Manaus, 02 de June de 2026   |  

Bancada federal repete estratégia do Governo do AM e entrará com Adin no STF contra 'decreto da morte' da ZFM

| 20/04/2022 - 15:37
Por: Diogo Rocha*
Foto: Reprodução/Twitter

Por meio do partido Solidariedade, a maioria dos senadores e deputados federais do Estado decidiu apelar ao Judiciário para revogar os efeitos da medida que reduz em 25% o IPI e tira a competitividade do Polo Industrial de Manaus (PIM)

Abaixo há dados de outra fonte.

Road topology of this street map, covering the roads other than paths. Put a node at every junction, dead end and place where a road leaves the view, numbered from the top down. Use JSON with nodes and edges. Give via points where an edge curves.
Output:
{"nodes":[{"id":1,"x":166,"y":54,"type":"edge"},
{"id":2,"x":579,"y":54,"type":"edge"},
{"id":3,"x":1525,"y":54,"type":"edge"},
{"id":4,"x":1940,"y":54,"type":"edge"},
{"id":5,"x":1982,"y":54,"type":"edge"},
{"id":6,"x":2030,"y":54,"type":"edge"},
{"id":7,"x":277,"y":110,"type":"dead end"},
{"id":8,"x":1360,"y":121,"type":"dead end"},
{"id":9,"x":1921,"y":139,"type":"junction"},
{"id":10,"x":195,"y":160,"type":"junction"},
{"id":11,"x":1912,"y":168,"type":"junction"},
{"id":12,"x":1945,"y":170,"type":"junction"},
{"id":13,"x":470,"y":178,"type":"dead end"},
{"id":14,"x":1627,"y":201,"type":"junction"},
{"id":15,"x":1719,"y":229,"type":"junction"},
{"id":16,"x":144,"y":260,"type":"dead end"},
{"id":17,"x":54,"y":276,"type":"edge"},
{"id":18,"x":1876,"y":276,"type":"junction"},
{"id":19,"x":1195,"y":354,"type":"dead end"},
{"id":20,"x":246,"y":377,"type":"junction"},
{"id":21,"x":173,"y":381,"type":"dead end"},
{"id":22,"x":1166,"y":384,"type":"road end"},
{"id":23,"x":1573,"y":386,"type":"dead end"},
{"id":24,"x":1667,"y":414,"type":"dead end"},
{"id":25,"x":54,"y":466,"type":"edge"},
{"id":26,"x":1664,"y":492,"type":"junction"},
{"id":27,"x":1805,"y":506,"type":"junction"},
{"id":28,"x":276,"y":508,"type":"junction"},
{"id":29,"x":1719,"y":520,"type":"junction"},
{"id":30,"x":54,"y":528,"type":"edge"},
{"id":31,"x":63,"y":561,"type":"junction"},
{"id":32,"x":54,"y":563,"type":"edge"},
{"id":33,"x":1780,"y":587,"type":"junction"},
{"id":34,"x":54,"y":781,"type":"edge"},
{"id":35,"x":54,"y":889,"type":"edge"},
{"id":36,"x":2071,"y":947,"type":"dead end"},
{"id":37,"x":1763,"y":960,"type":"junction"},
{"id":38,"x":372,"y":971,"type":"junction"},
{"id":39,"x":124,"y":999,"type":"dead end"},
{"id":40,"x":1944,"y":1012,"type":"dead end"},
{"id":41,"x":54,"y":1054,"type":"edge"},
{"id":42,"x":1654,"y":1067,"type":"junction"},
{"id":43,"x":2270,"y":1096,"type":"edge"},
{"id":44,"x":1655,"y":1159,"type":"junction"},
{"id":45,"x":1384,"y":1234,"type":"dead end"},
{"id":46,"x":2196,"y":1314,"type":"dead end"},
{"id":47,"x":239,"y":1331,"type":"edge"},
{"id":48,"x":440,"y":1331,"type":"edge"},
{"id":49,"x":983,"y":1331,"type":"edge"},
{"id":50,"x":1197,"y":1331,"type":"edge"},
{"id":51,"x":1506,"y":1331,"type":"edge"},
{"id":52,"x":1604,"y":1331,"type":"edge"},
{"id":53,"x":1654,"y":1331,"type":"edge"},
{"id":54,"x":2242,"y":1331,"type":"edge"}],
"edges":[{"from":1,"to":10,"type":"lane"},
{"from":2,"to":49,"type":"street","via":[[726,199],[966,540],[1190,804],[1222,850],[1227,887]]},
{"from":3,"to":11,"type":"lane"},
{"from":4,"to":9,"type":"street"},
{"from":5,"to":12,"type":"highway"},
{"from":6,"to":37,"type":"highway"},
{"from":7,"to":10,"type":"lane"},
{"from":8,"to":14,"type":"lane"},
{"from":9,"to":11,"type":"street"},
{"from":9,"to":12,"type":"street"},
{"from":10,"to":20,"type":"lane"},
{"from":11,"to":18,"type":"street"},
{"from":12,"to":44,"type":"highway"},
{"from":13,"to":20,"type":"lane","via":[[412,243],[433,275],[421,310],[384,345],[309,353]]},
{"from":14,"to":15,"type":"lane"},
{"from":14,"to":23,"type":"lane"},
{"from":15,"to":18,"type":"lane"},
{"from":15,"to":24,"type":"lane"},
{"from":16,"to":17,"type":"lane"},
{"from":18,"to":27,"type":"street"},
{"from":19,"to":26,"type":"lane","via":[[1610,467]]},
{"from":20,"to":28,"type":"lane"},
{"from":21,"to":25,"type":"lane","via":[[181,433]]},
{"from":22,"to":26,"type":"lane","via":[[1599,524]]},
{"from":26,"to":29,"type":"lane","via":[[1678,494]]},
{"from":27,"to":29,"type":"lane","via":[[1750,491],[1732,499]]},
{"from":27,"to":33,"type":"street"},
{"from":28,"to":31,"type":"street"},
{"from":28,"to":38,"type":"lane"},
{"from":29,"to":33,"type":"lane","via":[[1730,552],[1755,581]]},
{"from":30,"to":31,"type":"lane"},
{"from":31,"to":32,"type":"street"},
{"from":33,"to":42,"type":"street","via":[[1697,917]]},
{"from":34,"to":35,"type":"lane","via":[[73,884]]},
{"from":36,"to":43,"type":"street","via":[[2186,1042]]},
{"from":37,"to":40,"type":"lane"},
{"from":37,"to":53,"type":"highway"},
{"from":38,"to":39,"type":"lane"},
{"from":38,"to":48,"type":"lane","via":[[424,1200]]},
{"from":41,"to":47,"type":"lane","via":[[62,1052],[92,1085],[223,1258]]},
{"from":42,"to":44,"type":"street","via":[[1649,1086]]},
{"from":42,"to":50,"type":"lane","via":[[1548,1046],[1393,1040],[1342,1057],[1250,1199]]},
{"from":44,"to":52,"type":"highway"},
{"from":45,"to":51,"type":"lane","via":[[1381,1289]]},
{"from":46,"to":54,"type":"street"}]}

Em reunião em Manaus, a bancada federal do Amazonas, liderada pelos senadores Omar Aziz (PSD) e Eduardo Braga (MDB), decidiu entrar, por meio do partido Solidariedade, com uma Ação Direta de Inconstitucionalidade (Adin) no Supremo Tribunal Federal (STF) contra o Decreto nº 11.047/2022, do Governo Bolsonaro, que torna permanente a redução em 25% do Imposto sobre Produtos Industrializados (IPI) no país. A medida da União é catastrófica para a economia do Estado por impactar no modelo Zona Franca de Manaus (ZFM).

A estratégia de defesa, aprovada pela maioria dos senadores e deputados federais do Amazonas, para manter as vantagens tributárias da ZFM é a mesma adotada pelo Governo do Amazonas. Na sexta-feira passada, o governador Wilson Lima (União Brasil) também anunciou que apelaria ao STF com uma Adin, que seria impetrada pela Procuradoria Geral do Estado (PGE-AM), como alternativa para revogar os efeitos do decreto de redução do IPI nos produtos da Zona Franca.

Nas redes sociais, o senador Eduardo Braga informou que entrou em contato com o presidente nacional do Solidariedade, o deputado federal Paulinho da Força (SP). O parlamentar se comprometeu a apoiar os representantes do Amazonas no Congresso Nacional com a entrada da Adin no Supremo.

“Vale ressaltar: não somos contra a redução de impostos. Reduzir impostos é saudável e necessário, desde que as vantagens comparativas da ZFM sejam resguardadas.”, postou Braga, em seu perfil nas redes sociais.

A previsão é que a Adin seja protocolada pelo Solidariedade, em nome da bancada federal do Estado, no STF em no máximo dez dias. De acordo com a Constituição Federal Brasileira de 1988, apenas um partido político com representação no Congresso Nacional já é suficiente para o ingresso da Adin. Então, quando o deputado federal Bosco Saraiva ofereceu a ajuda do Solidariedade não foram procuradas outras siglas para entrar com a ação, que será preparada por advogados tributaristas especializados no assunto.

“O que queremos com a Adin é preservar as vantagens da Zona Franca previstas na Constituição. Não somos contra a redução de imposto em outros produtos. Mas os fabricados em Manaus possuem Processo Produtivo Básico e seguem toda uma tramitação que precisa ser respeitada. O que queremos é que o decreto seja editado e os produtos com PPB sejam excepcionalizados”, explicou Omar Aziz.

Além de Aziz e Braga, estiveram presentes na reunião da bancada federal do Estado o também senador Plínio Valério (PSDB-AM) e os deputados Marcelo Ramos (PSD-AM), José Ricardo (PT-AM), Sidney Leite (PSD–AM) e Bosco Saraiva (Solidariedade-AM). Os outros quatro deputados federais da bancada não estiveram no encontro na capital amazonense, mas Átila Lins (PSD-AM) e Silas Câmara (Republicanos) se comprometeram a subscrever a ação.

Efeitos colaterais

A redução de 25% no IPI, que valerá para todo o país a partir de 1º de maio, tira a competitividade das cerca de 500 empresas do Polo Industrial de Manaus (PIM) e pode acarretar em desemprego em massa. O PIM gera mais de 100 mil empregos diretos no Estado.

E com as últimas ameaças à ZFM, o Poder Judiciário virou a tábua de salvação da classe política amazonense para reverter os estragos do decreto federal de corte nas alíquotas do IPI, seja por ações coletivas ou individuais. Além do Supremo Tribunal Federal, outras instâncias estão sendo acionadas.

O deputado federal José Ricardo (PT-AM), por exemplo, ingressou, na terça-feira (19), com representações na Procuradoria Geral da República (PGR) e no Conselho Federal da Ordem dos Advogados do Brasil (OAB), na condição de legitimados constitucionais, para que proponham também a Adin, com pedido de medida cautelar defendendo a Zona Franca.